- Location of Boukaïs commune within Béchar Province
- Boukaïs Location of Boukaïs within Algeria
- Coordinates: 31°55′24″N 2°27′49″W﻿ / ﻿31.92333°N 2.46361°W
- Country: Algeria
- Province: Béchar Province
- District: Lahmar District

Area
- • Total: 1,760 km^{2} (680 sq mi)
- Elevation: 851 m (2,792 ft)

Population (2008)
- • Total: 970
- • Density: 0.55/km^{2} (1.4/sq mi)
- Time zone: UTC+1 (CET)

= Boukaïs =

Boukaïs (بوقايس) is a town and commune in Lahmar District, Béchar Province, in western Algeria. According to the 2008 census its population is 970, up from 890 in 1998, and its annual population growth rate is 0.9%. The commune covers an area of 1760 km2.

==Geography==

Boukaïs lies at an elevation of 851 m on a rocky plain at the edge of a region of higher, darkly colored rocky hills. There is an even higher range of lightly colored hills to the west. The Oued Ihrassa passes by the town to the east; water from this river is used to irrigate the palm grove found to the southwest of the town.

==Climate==

Boukaïs has a hot desert climate, with very hot summers and cool winters, and low precipitation throughout the year, especially in summer.

Climate data for Boukaïs
| Month | Jan | Feb | Mar | Apr | May | Jun | Jul | Aug | Sep | Oct | Nov | Dec | Year |
| Mean daily maximum °C (°F) | 15.3 (59.5) | 18.4 (65.1) | 21.4 (70.5) | 25.8 (78.4) | 30.8 (87.4) | 34.6 (94.3) | 39.3 (102.7) | 38.3 (100.9) | 33.2 (91.8) | 26.6 (79.9) | 19.7 (67.5) | 15.4 (59.7) | 26.6 (79.8) |
| Daily mean °C (°F) | 8.6 (47.5) | 11.3 (52.3) | 14.5 (58.1) | 18.6 (65.5) | 23.6 (74.5) | 27.4 (81.3) | 31.6 (88.9) | 31 (88) | 26.2 (79.2) | 20.0 (68.0) | 13.5 (56.3) | 9.2 (48.6) | 19.6 (67.4) |
| Mean daily minimum °C (°F) | 2.0 (35.6) | 4.3 (39.7) | 7.7 (45.9) | 11.4 (52.5) | 16.4 (61.5) | 20.3 (68.5) | 24.0 (75.2) | 23.8 (74.8) | 19.3 (66.7) | 13.5 (56.3) | 7.4 (45.3) | 2.6 (36.7) | 12.7 (54.9) |
| Average precipitation mm (inches) | 13 (0.5) | 12 (0.5) | 13 (0.5) | 12 (0.5) | 8 (0.3) | 4 (0.2) | 2 (0.1) | 4 (0.2) | 10 (0.4) | 16 (0.6) | 17 (0.7) | 16 (0.6) | 127 (5.1) |
Source: climate-data.org

==Economy==

Agriculture is a significant industry in Boukaïs. The commune has a total of 300 ha of arable land, of which 110 ha is irrigated. There are a total of 19,000 date palms planted in the commune. As of 2009 there were 1,613 sheep, 1,815 goats, 613 camels, and 8 cattle.

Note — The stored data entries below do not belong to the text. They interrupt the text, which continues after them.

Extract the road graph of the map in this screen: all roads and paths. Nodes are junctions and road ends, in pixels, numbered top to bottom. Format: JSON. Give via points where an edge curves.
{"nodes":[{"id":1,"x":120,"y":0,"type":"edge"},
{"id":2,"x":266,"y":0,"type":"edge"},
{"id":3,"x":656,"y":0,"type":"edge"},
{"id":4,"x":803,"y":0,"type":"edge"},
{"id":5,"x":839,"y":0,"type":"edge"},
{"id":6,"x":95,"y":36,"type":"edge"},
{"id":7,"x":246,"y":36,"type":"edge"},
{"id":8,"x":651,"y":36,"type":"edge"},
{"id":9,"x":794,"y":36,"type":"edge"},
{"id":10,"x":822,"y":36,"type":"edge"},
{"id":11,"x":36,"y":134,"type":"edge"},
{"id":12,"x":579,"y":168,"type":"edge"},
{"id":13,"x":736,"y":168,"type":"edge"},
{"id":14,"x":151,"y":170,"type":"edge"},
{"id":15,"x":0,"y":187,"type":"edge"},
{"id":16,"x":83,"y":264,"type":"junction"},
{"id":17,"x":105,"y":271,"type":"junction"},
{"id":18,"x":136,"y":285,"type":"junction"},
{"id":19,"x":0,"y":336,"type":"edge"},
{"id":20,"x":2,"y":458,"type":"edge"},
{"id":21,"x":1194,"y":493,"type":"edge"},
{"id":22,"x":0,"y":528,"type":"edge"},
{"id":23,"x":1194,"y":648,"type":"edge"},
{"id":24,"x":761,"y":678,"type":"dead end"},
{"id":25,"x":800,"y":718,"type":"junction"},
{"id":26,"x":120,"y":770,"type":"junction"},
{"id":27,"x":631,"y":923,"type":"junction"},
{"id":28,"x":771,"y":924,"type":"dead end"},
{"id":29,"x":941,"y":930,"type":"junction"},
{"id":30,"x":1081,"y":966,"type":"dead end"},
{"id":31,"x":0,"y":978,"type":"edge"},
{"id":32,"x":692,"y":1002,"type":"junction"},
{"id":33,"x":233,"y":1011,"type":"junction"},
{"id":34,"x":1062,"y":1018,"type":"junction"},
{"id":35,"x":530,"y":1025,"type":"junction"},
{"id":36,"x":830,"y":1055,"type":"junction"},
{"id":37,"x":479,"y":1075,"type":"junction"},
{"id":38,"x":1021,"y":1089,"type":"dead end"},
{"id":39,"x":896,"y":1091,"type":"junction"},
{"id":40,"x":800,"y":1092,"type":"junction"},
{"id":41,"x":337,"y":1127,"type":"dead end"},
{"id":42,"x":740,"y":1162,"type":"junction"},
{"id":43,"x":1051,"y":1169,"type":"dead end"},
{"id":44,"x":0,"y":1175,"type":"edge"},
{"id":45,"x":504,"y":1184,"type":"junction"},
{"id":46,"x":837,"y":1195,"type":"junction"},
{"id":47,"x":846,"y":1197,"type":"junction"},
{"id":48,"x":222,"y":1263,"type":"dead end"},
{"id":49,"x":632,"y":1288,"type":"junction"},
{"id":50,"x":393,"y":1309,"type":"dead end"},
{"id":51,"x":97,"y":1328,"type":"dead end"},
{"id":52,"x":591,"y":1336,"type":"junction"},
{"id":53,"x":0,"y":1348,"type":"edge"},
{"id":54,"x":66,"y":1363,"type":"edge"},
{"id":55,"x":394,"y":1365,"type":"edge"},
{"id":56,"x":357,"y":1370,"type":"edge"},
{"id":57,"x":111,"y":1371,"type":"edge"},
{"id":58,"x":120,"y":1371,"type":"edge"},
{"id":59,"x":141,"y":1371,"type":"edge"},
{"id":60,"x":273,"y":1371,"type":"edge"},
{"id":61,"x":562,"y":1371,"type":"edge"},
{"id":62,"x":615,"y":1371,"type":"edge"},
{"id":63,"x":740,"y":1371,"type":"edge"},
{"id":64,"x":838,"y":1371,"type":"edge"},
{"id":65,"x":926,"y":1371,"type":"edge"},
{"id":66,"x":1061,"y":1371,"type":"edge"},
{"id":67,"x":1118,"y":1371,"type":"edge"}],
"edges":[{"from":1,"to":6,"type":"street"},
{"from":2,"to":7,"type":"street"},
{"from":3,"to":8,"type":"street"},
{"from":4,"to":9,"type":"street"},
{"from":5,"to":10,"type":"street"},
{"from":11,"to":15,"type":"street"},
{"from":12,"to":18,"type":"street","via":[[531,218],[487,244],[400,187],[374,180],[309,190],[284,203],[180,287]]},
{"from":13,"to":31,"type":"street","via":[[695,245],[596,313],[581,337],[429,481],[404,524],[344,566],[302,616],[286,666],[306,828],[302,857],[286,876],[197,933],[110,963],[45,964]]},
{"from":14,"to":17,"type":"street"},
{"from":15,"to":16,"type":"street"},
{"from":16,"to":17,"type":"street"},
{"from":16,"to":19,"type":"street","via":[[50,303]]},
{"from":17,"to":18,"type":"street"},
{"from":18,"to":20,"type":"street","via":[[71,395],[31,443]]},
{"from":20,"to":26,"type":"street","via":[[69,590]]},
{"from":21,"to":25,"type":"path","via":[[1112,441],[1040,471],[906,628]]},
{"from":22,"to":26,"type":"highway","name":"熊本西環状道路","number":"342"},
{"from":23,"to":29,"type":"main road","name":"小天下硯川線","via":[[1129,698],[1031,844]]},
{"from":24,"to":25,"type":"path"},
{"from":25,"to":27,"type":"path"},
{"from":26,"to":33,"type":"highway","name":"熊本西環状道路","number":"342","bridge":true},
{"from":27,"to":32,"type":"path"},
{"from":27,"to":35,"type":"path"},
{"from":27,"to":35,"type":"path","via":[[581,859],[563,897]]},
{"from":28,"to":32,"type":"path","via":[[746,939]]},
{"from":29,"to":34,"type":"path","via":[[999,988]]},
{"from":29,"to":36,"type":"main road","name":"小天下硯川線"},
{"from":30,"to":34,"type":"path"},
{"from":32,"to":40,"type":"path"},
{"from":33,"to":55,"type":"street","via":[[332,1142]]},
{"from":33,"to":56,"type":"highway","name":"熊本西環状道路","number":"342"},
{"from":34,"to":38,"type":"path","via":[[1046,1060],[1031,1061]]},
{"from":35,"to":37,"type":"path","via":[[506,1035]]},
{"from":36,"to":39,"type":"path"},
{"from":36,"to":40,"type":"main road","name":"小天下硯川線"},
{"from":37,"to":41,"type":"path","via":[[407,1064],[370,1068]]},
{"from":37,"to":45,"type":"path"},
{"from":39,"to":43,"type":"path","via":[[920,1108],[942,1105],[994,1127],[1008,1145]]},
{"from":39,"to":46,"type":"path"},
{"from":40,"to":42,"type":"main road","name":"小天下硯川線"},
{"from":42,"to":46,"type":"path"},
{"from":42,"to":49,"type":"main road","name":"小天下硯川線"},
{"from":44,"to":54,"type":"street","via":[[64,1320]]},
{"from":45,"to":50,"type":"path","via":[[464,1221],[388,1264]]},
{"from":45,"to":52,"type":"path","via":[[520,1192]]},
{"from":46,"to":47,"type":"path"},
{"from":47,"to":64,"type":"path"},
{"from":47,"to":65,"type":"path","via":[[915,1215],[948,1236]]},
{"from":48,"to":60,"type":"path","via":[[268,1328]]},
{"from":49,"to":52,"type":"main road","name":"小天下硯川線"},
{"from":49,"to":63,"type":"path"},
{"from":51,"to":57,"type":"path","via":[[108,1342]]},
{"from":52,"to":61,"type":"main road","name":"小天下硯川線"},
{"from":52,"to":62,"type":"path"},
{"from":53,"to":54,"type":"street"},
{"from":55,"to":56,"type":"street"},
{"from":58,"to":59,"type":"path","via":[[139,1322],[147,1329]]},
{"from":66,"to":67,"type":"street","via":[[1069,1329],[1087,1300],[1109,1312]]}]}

==Infrastructure and housing==

100% of Boukaïs's population is connected to drinking water, 99% is connected to the sewerage system, and 91% (including 210 buildings) have access to electricity. There is no fuel service stations in the town.

Boukaïs has a total of 239 houses, of which 163 are occupied, giving an occupation rate of 6.0 inhabitants per occupied building.

==Transportation==

A local road connects the town to Lahmar, 30 km to the east, and then continues south to the provincial capital Béchar, 50 km from Boukaïs.

There is a total length of 11.3 km of roads in the commune.

==Education==

There is one elementary school, with 8 classrooms including 5 in use. There are a total of 97 elementary and middle school students; secondary school students attend education in Lahmar.

6.0% of the population has a tertiary education, and another 20.6% has competed secondary education. The overall literacy rate is 79.7%, and is 86.7% among males and 73.2% among females.

==Health==

Boukaïs only has one room care facility; for medical treatment residents must travel to a clinic in Lahmar or the hospital in Béchar.

==Religion==

Boukaïs has one operational mosque, with another one under construction.

==Localities==
The commune is composed of just one locality – the town of Boukaïs itself.